The energy savings will help the city reduce greenhouse gas emissions by 2012 to the levels of 1990, he said. Shutting down individual or a group of lamps on a situational basis - like time of day - also prolongs life of LEDs.

In the long term, that will cut greenhouse gas emissions and reduce lamp acquisition costs.

The city is also equipping panels with traffic and weather sensors to determine LED behavior. For example, lamps could stay on during a rainstorm based on data gathered by weather sensors.

The sensors also provide fringe benefits like the ability to flash lights for first responders to quickly locate emergency scenes.

Additional savings come through remote management of the street lights. Echelon's software maps operational and non-operational lights, allowing personnel to spend time repairing lamps instead of inspecting them.

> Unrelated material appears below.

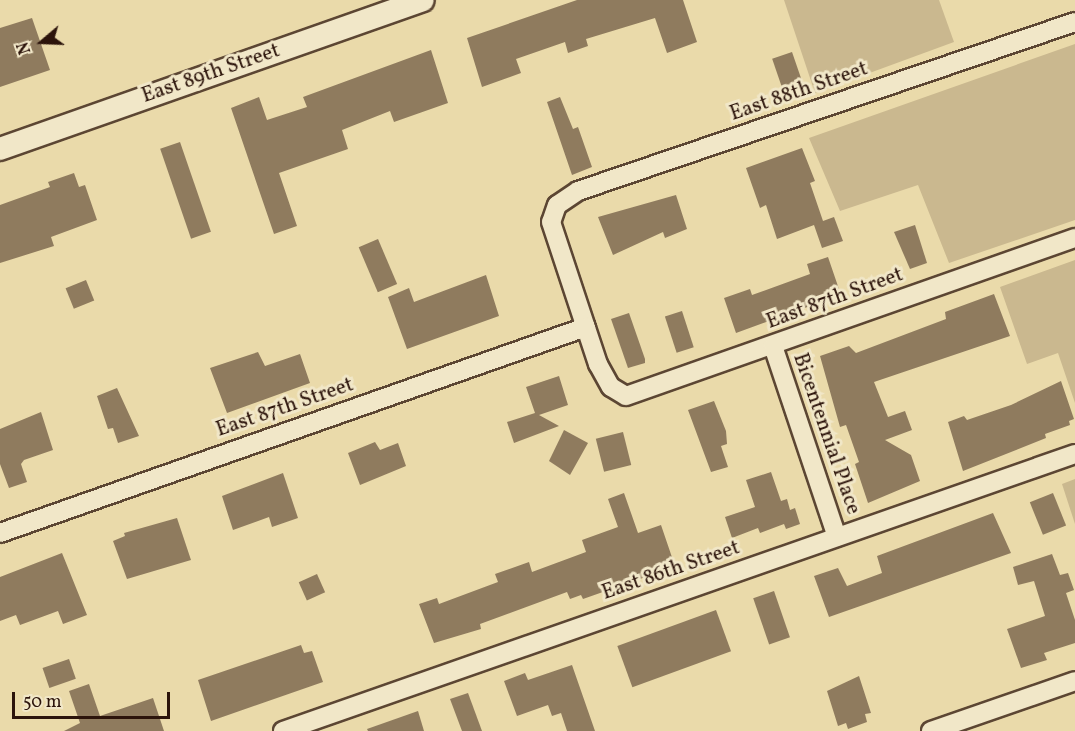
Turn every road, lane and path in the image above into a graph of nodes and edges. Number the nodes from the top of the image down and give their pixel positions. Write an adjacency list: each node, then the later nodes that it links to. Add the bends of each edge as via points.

The management console is also available as a Web service, so street lights could be managed over the Internet using mobile devices like the iPhone, said Steve Nguyen, director of corporate marketing at Echelon.

Many cities - especially in Europe - are taking a phased approach in implementing smart street lamps, Nguyen said. Cities usually don't want to put all their eggs in a single basket, so they break up implementations over multiple vendors.

Echelon and its partner companies are among a handful of companies being considered for implementation of LED panels in San Francisco. The company is already in the process of implementing about 125 LED panels in nearby San Jose, which it hopes to complete by June 30, Nguyen said.

The need to cut costs may seem crucial during the recession, but San Francisco is taking a phased approach in LED deployment.

Winnicker said the technology needs to be fully evaluated before implementation. He doesn't want to encounter unpleasant surprises like hackers breaking into the system to take control of street lights.

A heavy up-front cost is also involved in deploying the new technology, so it may be appropriate for the city to take a gradual approach.

"It's smart from a financial perspective as the cost of street lights are coming down rapidly," Winnicker said.